Updated on May 6, 2022
Note: This chapter applies to Pega Platform™ versions 7.4-8.3. For information on text analytics in later versions of Pega Platform, see Analyzing natural language.

Humans can effortlessly interpret a single tweet, but we cannot do it efficiently over a large volume. Businesses are exploring ways to use machine learning to extract meaningful information from a large volume of text messages. These insights help improve business performance and customer experience.
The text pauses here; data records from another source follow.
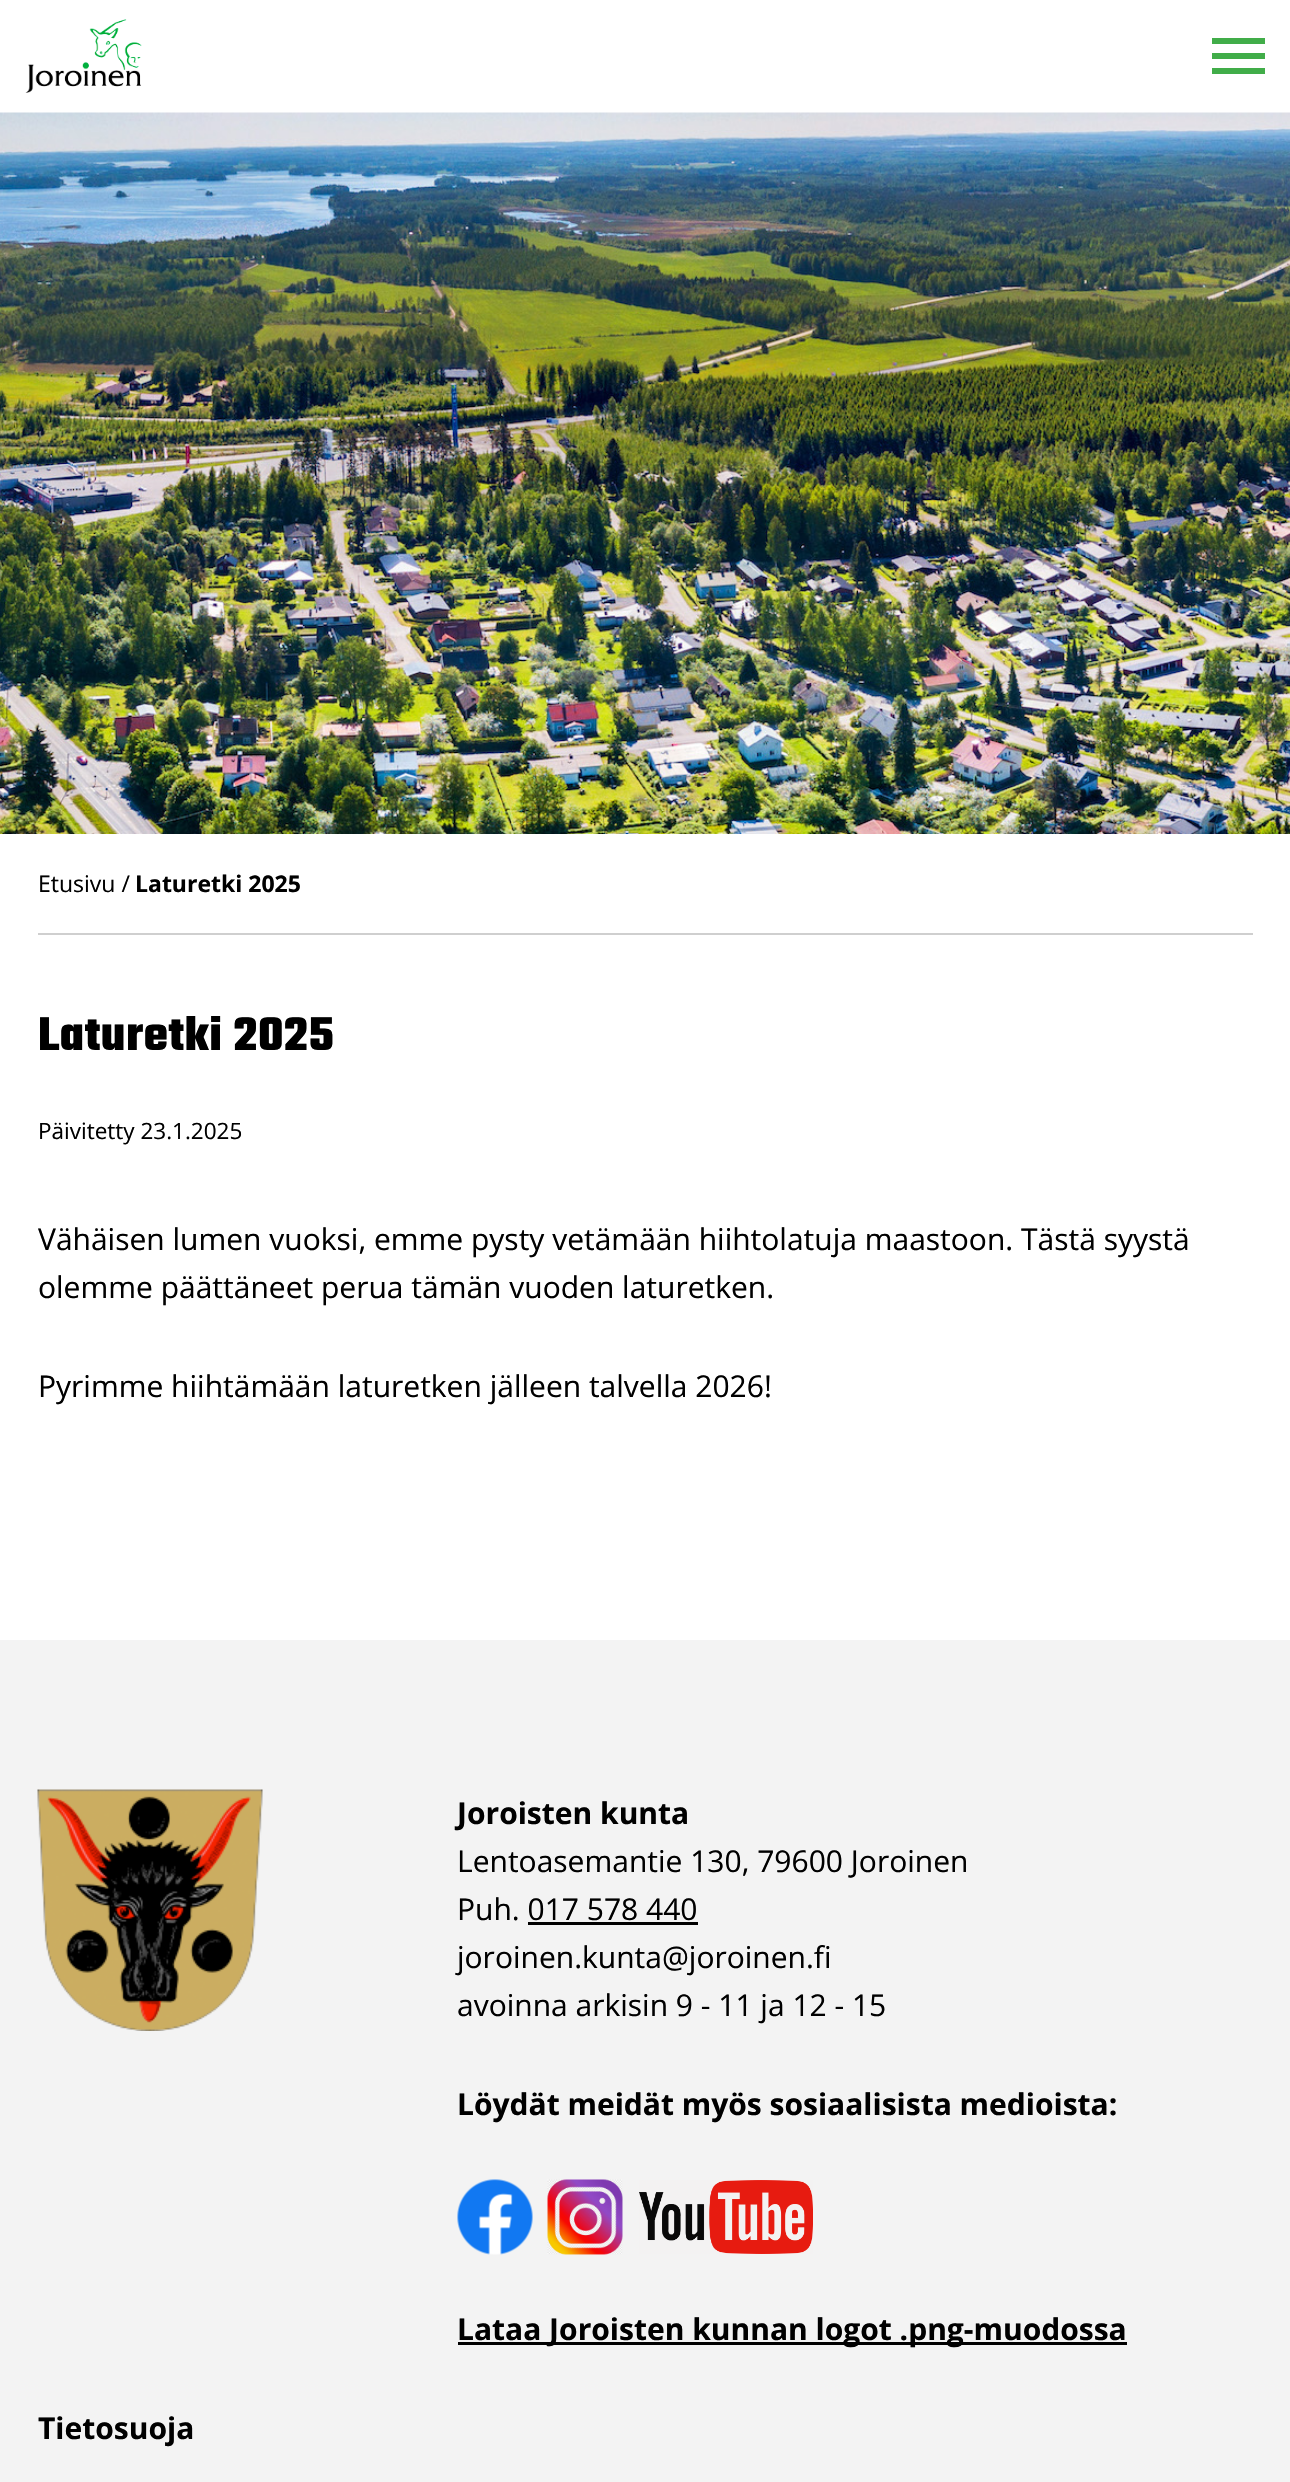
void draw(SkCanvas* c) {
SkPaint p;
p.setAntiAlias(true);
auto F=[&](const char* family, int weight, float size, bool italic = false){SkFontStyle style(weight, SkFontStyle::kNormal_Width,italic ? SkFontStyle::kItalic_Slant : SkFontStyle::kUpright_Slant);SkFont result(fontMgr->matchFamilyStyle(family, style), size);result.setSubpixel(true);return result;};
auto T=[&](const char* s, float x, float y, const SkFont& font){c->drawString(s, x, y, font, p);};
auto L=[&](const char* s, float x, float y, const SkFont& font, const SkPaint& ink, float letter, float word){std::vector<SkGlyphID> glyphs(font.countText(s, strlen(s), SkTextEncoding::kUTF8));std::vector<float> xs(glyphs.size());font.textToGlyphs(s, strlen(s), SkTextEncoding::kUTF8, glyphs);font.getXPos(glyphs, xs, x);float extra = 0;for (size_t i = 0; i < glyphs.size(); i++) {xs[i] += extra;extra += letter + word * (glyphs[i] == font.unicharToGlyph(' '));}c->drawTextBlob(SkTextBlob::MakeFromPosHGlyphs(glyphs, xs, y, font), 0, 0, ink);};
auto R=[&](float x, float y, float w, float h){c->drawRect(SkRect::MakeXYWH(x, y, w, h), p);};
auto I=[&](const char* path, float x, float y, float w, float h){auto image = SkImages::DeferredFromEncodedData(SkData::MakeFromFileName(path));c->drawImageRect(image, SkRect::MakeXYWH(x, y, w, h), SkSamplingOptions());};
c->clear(0xffffffff);
I("1.png",25,19,117,74);
p.setColor(0xff41ad49);
R(1212,38,53,6);
R(1212,53,53,6);
R(1212,68,53,6);
I("2.png",0,112,1290,722);
p.setColor(0xffcfcfcf);
R(38,933,1215,2);
auto f1 = F("Open Sans",400,23);
p.setColor(0xff000000);
T("Etusivu /",38,892,f1);
auto f2 = F("Open Sans",700,23);
T("Laturetki 2025",135,892,f2);
auto f3 = F("Teko",700,51);
L("Laturetki 2025",38,1050,f3,p,.6,0);
auto f4 = F("Open Sans",400,22.5);
T("Päivitetty 23.1.2025",38,1139,f4);
auto f5 = F("Open Sans",400,30);
T("Vähäisen lumen vuoksi, emme pysty vetämään hiihtolatuja maastoon. Tästä syystä",38,1250,f5);
T("olemme päättäneet perua tämän vuoden laturetken.",38,1298,f5);
T("Pyrimme hiihtämään laturetken jälleen talvella 2026!",38,1397,f5);
p.setColor(0xfff3f3f3);
R(0,1640,1290,842);
I("3.png",37,1789,226,242);
auto f6 = F("Open Sans",700,30);
p.setColor(0xff000000);
T("Joroisten kunta",457,1824,f6);
T("Lentoasemantie 130, 79600 Joroinen",457,1872,f5);
T("Puh. 017 578 440",457,1920,f5);
R(528,1922,170,3);
T("joroinen.kunta@joroinen.fi",457,1968,f5);
T("avoinna arkisin 9 - 11 ja 12 - 15",457,2016,f5);
T("Löydät meidät myös sosiaalisista medioista:",457,2115,f6);
I("4.png",457,2179,76,76);
I("5.png",547,2179,76,76);
I("6.png",639,2180,174,74);
R(458,2342,669,3);
T("Lataa Joroisten kunnan logot .png-muodossa",457,2340,f6);
T("Tietosuoja",38,2439,f6);
}
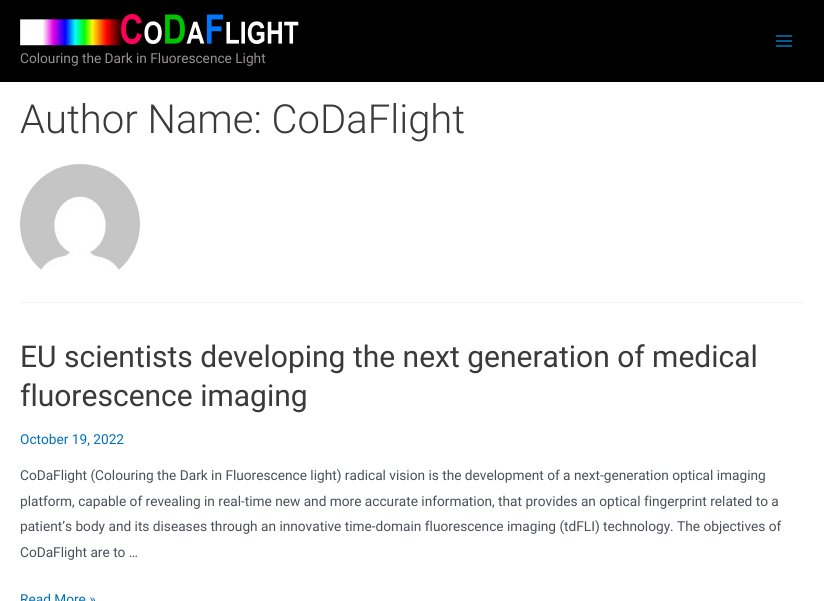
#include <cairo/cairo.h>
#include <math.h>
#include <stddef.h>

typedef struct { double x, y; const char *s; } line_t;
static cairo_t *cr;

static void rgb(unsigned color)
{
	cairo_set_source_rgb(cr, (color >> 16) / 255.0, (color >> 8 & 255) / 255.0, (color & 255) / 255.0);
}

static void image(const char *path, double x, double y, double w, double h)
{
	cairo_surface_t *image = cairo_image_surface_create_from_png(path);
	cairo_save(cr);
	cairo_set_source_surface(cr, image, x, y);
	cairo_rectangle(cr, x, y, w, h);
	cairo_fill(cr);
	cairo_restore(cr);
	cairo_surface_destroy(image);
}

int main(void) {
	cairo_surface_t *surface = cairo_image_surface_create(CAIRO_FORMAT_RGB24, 824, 601);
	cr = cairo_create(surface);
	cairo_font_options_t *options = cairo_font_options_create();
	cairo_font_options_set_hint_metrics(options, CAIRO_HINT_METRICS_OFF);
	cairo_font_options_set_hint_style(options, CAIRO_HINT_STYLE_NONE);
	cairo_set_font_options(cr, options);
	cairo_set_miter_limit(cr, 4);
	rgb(0xffffff);
	cairo_paint(cr);
	rgb(0x000000);
	cairo_rectangle(cr, 0, 0, 824, 82);
	cairo_fill(cr);
	image("img/1.png", 775, 35, 18, 12);
	image("img/2.png", 20, 14, 279, 32);
	rgb(0xf2f5f7);
	cairo_rectangle(cr, 20, 302, 784, 1);
	cairo_fill(cr);
	image("img/3.png", 20, 164, 120, 106);
	cairo_select_font_face(cr, "Roboto", CAIRO_FONT_SLANT_NORMAL, CAIRO_FONT_WEIGHT_NORMAL);
	cairo_set_font_size(cr, 13.68);
	rgb(0x979292);
	cairo_move_to(cr, 20, 63);
	cairo_show_text(cr, "Colouring the Dark in Fluorescence Light");
	cairo_select_font_face(cr, "Roboto Light", CAIRO_FONT_SLANT_NORMAL, CAIRO_FONT_WEIGHT_NORMAL);
	cairo_set_font_size(cr, 40);
	rgb(0x3a3a3a);
	cairo_move_to(cr, 20, 133);
	cairo_show_text(cr, "Author Name: CoDaFlight");
	cairo_select_font_face(cr, "Roboto", CAIRO_FONT_SLANT_NORMAL, CAIRO_FONT_WEIGHT_NORMAL);
	cairo_set_font_size(cr, 30);
	cairo_move_to(cr, 20, 367);
	cairo_show_text(cr, "EU scientists developing the next generation of medical");
	cairo_move_to(cr, 20, 406);
	cairo_show_text(cr, "fluorescence imaging");
	cairo_set_font_size(cr, 13.68);
	rgb(0x0170b9);
	cairo_move_to(cr, 20, 444);
	cairo_show_text(cr, "October 19, 2022");
	rgb(0x4b4f58);
	{
		static const line_t items[] = {
			{20, 480, "CoDaFlight (Colouring the Dark in Fluorescence light) radical vision is the development of a next-generation optical imaging"},
			{20, 506, "platform, capable of revealing in real-time new and more accurate information, that provides an optical fingerprint related to a"},
			{20, 531, "patient’s body and its diseases through an innovative time-domain fluorescence imaging (tdFLI) technology. The objectives of"},
			{20, 557, "CoDaFlight are to …"},
		};
		for (size_t i = 0; i < sizeof items / sizeof *items; i++) {
			cairo_move_to(cr, items[i].x, items[i].y);
			cairo_show_text(cr, items[i].s);
		}
	}
	rgb(0x0170b9);
	cairo_move_to(cr, 20, 604);
	cairo_show_text(cr, "Read More »");
	cairo_surface_write_to_png(surface, "page.png");
	cairo_font_options_destroy(options);
	cairo_destroy(cr);
	cairo_surface_destroy(surface);
	return 0;
}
Pega Platform provides the following techniques that you can use to process and structure text data from the Facebook, Twitter, and YouTube social media platforms:

  • Categorization models – The models that assign incoming text to a predefined category. You can build the following types of categorization models in Pega Platform:
    • Sentiment Analysis – Detect and analyze the feelings (attitudes, emotions, opinions) that characterize a unit of text.
    • Topic Detection – Assign one or more classes or categories to a text sample to make that text easier to manage and sort. You can build machine-learning models or you can create rule-based models by creating taxonomies.
    • Intent analysis – Determine a user's intent in social media posts, comments, messages, emails, and so on, to find out whether that user is likely to subscribe to your services, or buy your products.
  • Text extraction models – Extract named entities from text data and assign them to predefined categories, such as names of organizations, locations, people, quantities, or values. You can perform the following types of text extraction:    
    • Rule-based text extraction – Extract entities that follow a specific text pattern, for example, dates, account numbers, emails, and so on. Use Apache RUTA scripts to build rules for text extraction.
    • Model-based text extraction – Build a supervised Conditional Random Fields machine-learning model. 
    • Keywords-based text extraction – Identify a set of keywords that pertain to your use case, for example, different names of the same product.
    • Auto-tags – Dynamically identify the phrases that capture the essence of the text.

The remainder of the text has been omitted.